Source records
━━━━

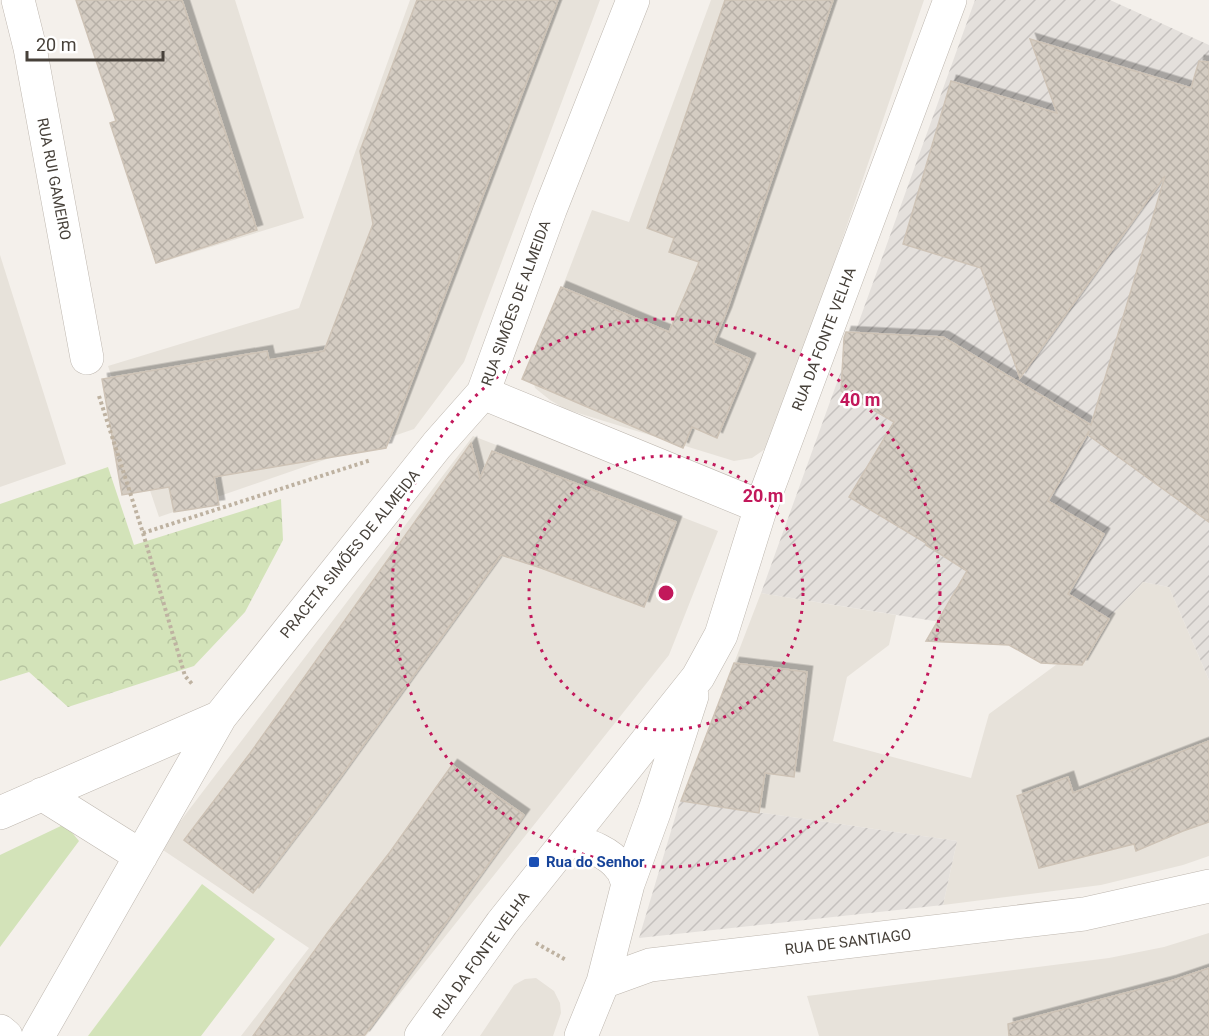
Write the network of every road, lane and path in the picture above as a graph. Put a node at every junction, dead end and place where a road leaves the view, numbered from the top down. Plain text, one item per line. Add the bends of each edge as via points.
1 (18, 0) edge
2 (633, 0) edge
3 (950, 0) edge
4 (87, 358) joint
5 (483, 393) junction
6 (378, 458) dead end
7 (761, 507) junction
8 (142, 532) junction
9 (698, 677) junction
10 (220, 717) junction
11 (42, 794) junction
12 (0, 813) edge
13 (569, 839) junction
14 (141, 856) junction
15 (628, 884) junction
16 (1209, 886) edge
17 (502, 923) junction
18 (603, 982) junction
19 (0, 1031) edge
20 (6, 1036) edge
21 (38, 1036) edge
22 (421, 1036) edge
23 (581, 1036) edge

1 - 4 street, RUA RUI GAMEIRO
2 - 5 street, RUA SIMÕES DE ALMEIDA
3 - 7 street, RUA DA FONTE VELHA
4 - 8 path
5 - 7 street, RUA SIMÕES DE ALMEIDA
5 - 10 street, PRACETA SIMÕES DE ALMEIDA
6 - 8 path
7 - 9 street, RUA DA FONTE VELHA via 721,635
8 - 10 path via 185,676
9 - 13 street, RUA DA FONTE VELHA
9 - 15 street, RUA DA FONTE VELHA
10 - 11 street, PRACETA SIMÕES DE ALMEIDA
10 - 14 street, PRACETA SIMÕES DE ALMEIDA
11 - 12 street, PRACETA SIMÕES DE ALMEIDA
11 - 14 street
13 - 15 street via 606,854 620,867
13 - 17 street, RUA DA FONTE VELHA
14 - 21 street, PRACETA SIMÕES DE ALMEIDA
15 - 18 street, RUA DA FONTE VELHA
16 - 18 street, RUA DE SANTIAGO via 1084,914 650,965
17 - 18 path
17 - 22 street, RUA DA FONTE VELHA
18 - 23 street
19 - 20 street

━━━━

● **Your assignment**: Give each record above back word for word, but carry over none of the pictures.

● **Answer section**:
Write the network of every road, lane and path in the picture above as a graph. Put a node at every junction, dead end and place where a road leaves the view, numbered from the top down. Plain text, one item per line. Add the bends of each edge as via points.
1 (18, 0) edge
2 (633, 0) edge
3 (950, 0) edge
4 (87, 358) joint
5 (483, 393) junction
6 (378, 458) dead end
7 (761, 507) junction
8 (142, 532) junction
9 (698, 677) junction
10 (220, 717) junction
11 (42, 794) junction
12 (0, 813) edge
13 (569, 839) junction
14 (141, 856) junction
15 (628, 884) junction
16 (1209, 886) edge
17 (502, 923) junction
18 (603, 982) junction
19 (0, 1031) edge
20 (6, 1036) edge
21 (38, 1036) edge
22 (421, 1036) edge
23 (581, 1036) edge

1 - 4 street, RUA RUI GAMEIRO
2 - 5 street, RUA SIMÕES DE ALMEIDA
3 - 7 street, RUA DA FONTE VELHA
4 - 8 path
5 - 7 street, RUA SIMÕES DE ALMEIDA
5 - 10 street, PRACETA SIMÕES DE ALMEIDA
6 - 8 path
7 - 9 street, RUA DA FONTE VELHA via 721,635
8 - 10 path via 185,676
9 - 13 street, RUA DA FONTE VELHA
9 - 15 street, RUA DA FONTE VELHA
10 - 11 street, PRACETA SIMÕES DE ALMEIDA
10 - 14 street, PRACETA SIMÕES DE ALMEIDA
11 - 12 street, PRACETA SIMÕES DE ALMEIDA
11 - 14 street
13 - 15 street via 606,854 620,867
13 - 17 street, RUA DA FONTE VELHA
14 - 21 street, PRACETA SIMÕES DE ALMEIDA
15 - 18 street, RUA DA FONTE VELHA
16 - 18 street, RUA DE SANTIAGO via 1084,914 650,965
17 - 18 path
17 - 22 street, RUA DA FONTE VELHA
18 - 23 street
19 - 20 street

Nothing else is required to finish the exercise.